## Your goal
In the entries below, how many lines hold the string "الرفاعى"? Answer with the number only.

-- Excerpted data follows --

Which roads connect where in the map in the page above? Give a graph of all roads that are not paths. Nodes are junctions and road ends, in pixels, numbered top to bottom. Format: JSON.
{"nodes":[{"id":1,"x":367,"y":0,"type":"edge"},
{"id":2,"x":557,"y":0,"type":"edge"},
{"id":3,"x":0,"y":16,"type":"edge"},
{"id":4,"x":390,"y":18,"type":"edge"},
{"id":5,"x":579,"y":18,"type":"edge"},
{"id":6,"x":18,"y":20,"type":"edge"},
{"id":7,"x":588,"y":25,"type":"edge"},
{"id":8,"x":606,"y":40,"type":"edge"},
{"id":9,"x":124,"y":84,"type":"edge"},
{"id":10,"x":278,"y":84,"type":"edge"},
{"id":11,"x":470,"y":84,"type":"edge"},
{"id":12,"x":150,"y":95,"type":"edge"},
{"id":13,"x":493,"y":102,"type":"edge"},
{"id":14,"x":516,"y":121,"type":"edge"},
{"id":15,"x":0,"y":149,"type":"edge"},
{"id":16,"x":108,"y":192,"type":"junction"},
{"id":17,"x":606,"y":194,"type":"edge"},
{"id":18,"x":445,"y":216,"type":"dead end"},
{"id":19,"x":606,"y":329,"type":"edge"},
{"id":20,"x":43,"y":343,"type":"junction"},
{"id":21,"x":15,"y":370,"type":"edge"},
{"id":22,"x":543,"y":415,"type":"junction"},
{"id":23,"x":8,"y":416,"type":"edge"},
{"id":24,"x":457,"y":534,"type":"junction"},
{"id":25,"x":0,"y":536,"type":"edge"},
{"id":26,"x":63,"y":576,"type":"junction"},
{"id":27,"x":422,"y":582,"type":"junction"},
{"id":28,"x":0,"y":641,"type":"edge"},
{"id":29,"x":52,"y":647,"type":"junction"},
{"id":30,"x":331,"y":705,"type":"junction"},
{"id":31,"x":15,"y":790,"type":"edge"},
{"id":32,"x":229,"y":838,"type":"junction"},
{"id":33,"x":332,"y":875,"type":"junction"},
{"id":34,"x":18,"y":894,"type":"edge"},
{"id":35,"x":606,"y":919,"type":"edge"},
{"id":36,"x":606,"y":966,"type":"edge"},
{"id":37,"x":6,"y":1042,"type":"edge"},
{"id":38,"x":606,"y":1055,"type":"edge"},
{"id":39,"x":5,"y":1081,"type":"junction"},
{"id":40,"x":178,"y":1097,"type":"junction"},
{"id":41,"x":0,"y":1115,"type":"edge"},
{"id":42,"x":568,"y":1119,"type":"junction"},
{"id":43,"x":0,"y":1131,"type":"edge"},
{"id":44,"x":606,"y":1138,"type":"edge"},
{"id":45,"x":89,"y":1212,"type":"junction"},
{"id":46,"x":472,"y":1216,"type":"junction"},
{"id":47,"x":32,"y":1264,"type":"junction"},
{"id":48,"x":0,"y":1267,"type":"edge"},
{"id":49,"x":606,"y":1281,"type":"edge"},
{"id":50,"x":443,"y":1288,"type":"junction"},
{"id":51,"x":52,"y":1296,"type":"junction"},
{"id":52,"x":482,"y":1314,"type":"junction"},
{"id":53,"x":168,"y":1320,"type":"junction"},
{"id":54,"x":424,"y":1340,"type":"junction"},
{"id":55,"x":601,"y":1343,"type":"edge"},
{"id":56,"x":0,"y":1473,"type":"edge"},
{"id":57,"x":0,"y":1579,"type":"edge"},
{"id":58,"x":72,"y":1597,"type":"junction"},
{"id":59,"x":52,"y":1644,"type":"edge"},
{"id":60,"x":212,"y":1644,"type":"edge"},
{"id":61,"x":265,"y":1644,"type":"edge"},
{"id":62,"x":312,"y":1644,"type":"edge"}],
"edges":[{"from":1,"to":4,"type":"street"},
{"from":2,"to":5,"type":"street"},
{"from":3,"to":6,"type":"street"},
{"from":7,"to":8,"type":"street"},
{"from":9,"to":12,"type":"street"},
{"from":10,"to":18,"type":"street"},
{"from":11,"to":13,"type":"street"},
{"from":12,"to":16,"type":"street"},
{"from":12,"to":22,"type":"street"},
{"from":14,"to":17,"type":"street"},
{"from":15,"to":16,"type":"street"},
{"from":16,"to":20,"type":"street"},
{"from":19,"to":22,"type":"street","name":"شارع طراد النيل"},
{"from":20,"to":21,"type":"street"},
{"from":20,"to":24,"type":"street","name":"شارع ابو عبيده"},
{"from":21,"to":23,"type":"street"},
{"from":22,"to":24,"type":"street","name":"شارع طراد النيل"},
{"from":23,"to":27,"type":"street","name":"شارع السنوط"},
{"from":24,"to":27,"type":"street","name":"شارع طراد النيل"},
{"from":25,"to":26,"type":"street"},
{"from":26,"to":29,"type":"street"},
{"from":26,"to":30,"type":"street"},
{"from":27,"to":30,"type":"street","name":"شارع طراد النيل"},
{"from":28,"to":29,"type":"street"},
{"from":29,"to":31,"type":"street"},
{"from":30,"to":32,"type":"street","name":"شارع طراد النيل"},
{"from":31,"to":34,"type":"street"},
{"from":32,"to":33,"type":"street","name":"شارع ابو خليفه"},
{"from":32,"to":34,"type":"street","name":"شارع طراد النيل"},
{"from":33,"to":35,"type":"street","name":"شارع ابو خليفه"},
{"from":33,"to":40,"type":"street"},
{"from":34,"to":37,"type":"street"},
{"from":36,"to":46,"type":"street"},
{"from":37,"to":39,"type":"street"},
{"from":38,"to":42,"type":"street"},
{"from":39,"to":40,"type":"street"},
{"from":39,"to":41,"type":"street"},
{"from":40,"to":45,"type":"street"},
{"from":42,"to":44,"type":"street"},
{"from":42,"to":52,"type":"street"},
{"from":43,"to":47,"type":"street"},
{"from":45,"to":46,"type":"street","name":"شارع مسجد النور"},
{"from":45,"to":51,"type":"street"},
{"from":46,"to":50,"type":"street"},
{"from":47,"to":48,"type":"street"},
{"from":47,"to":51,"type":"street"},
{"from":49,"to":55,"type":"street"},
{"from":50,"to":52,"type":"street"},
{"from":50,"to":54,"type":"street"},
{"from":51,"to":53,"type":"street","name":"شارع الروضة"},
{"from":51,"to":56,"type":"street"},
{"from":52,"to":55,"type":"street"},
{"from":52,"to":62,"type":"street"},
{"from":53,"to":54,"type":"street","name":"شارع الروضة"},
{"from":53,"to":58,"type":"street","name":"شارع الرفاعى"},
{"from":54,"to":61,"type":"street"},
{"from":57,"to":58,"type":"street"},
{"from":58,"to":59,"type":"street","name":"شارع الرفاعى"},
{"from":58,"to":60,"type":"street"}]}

-- Excerpted data concluded --

## Exercise result
2